Dilapidated Yukon home declared public nuisance

Trust owner has 90 days or structure will be demolished

The Yukon City Council on Jan. 18 formally declared this vacant home in the 700 block of Kingston Drive a public nuisance. A trust that now owns the foreclosed property has 90 days to make the house habitable or the structure will be demolished. (Photo provided)

By Conrad Dudderar
Staff Writer

A dilapidated home that’s been vacant for about two years has been officially declared a public nuisance – and Yukon city officials are giving the property owner three months to make the house habitable.

The structure, in the 700 block of Kingston Drive, has been the target of complaints from residents in the Canadian Heights Addition.

The Yukon City Council on Jan. 18 voted unanimously to declare the house a public nuisance.

A Bear Stearns Asset Backed Securities, Inc. trust – which has owned the foreclosed property since June 2020 – has been directed to repair the roof and take other corrective steps within 90 days.

Otherwise, the house will be demolished.

Dan Stake, a Kingfisher attorney representing the trust, said the owner had “no objection” to this directive and would “abate the nuisance” within 90 days.

Yukon’s city inspector has investigated complaints about the Kingston Drive site because of overgrown grass, weeds and dead trees. Several times, city crews have come out to mow and clean up the property.

The home’s roof also has partially collapsed.
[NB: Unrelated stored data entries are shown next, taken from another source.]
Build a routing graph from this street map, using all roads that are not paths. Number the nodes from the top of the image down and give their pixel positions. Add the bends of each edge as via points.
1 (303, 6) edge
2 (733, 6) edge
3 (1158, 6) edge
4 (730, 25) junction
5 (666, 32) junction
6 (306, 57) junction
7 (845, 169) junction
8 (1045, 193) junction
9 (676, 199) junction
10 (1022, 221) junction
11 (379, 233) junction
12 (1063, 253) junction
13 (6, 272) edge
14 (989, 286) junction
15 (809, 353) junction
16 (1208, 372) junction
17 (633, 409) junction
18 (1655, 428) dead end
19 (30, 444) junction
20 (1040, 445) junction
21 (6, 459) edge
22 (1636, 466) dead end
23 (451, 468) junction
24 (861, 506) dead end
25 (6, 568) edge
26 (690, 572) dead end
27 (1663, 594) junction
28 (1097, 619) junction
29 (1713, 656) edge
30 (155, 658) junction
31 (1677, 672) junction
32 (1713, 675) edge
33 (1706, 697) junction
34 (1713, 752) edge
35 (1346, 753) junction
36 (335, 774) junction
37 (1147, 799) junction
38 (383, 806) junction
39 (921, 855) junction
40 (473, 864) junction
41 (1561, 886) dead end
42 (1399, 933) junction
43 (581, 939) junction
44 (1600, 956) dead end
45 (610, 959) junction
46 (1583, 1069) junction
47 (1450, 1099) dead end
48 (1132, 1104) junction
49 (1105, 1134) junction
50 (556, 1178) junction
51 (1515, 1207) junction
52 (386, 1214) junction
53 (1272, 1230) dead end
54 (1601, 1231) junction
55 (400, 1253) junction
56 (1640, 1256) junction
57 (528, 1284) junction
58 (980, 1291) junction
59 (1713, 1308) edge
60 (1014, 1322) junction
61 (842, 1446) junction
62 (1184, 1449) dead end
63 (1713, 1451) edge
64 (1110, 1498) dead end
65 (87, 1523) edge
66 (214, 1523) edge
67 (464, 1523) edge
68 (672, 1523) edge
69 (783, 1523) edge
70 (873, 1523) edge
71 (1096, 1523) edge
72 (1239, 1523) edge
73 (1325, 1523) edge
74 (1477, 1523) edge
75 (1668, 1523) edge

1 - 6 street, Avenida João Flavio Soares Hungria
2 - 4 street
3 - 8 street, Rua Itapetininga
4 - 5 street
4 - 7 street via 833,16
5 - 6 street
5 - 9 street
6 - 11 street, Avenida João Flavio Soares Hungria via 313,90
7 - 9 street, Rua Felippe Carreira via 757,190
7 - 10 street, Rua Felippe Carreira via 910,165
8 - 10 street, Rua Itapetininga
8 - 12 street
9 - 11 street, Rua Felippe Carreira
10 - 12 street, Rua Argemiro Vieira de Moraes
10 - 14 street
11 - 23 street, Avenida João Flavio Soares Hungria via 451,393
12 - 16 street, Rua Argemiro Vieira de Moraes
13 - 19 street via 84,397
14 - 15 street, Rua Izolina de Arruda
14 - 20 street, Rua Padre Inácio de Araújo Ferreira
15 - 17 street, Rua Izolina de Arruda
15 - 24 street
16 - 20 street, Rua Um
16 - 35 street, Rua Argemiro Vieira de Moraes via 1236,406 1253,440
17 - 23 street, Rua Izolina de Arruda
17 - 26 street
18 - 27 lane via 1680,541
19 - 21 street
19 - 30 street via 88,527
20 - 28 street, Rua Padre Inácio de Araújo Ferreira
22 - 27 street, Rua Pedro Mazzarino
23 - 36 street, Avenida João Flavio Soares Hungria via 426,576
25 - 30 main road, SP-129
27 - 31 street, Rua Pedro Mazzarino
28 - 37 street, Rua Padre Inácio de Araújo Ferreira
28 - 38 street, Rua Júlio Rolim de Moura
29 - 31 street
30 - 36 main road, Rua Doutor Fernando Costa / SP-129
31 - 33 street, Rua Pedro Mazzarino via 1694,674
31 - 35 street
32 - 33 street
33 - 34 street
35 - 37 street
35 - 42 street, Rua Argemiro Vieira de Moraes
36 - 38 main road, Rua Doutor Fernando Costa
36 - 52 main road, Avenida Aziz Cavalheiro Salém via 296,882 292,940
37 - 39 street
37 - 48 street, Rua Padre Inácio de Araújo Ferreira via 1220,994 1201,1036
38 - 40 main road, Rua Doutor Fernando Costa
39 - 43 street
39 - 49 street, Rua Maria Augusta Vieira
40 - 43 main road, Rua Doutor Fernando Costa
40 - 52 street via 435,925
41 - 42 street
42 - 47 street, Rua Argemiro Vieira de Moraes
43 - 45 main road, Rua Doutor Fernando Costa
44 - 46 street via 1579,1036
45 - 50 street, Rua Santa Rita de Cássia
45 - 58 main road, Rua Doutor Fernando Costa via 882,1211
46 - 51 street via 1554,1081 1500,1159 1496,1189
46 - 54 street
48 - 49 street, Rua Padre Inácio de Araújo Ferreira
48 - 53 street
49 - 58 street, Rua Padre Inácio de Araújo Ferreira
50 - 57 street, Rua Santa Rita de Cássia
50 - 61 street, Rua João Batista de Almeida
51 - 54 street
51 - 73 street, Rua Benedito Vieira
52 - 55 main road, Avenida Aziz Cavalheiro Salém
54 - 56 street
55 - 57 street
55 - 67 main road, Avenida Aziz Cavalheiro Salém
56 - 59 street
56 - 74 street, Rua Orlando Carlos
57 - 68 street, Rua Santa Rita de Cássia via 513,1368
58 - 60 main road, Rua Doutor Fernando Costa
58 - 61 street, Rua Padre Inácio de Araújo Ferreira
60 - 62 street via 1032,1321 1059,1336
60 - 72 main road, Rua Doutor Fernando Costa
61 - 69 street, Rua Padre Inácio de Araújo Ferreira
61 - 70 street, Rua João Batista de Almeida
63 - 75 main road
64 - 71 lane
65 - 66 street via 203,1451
As the property continued to deteriorate, the city inspector last October posted “Condemned” and “Danger” print notices and ran caution tape around the front of the house.



Yukon City Manager Tammy Kretchmar

“Approximately two years ago, the ceiling and the roof started sagging,” Yukon City Manager Tammy Kretchmar told the city council. “We have been working this case for two years. We have made several contacts. We have done abatement hearings. Of course, no owners or anyone has been there to talk about the property.”

A lien will be placed on the property for the costs incurred by the City of Yukon during this process, according to Kretchmar.

Attorney Stake acknowledged the Kingstone Drive property has been in disarray for “quite a while.”

“Part of it is because the previous owner of the property had it for a long time and allowed it to become that way,” he told city council members. “Then there was a foreclosure process. It’s difficult for a lender to do anything about the condition of property until it’s foreclosed.”

The foreclosure has been completed and personal property that was left inside the house by the previous owner has been removed, Stake noted.

“Now the owner – through its local agents – has taken possession of property,” Stake said. “They’ve done a little bit of work, which includes tarping the roof. Their plan is to go into the property and do a lot of rehabilitation work.

“Their goal is to re-sell it as a nice home here in Yukon.”

Vice Mayor Rick Cacini initially wanted the council to give the owner only 60 days to address issues with the site.

“All we want to see is the owner do something, rather than nothing in the last two years,” Cacini said.

Council members agreed to 90 days after citing “supply-chain” issues that may cause the repairs to take longer than normal.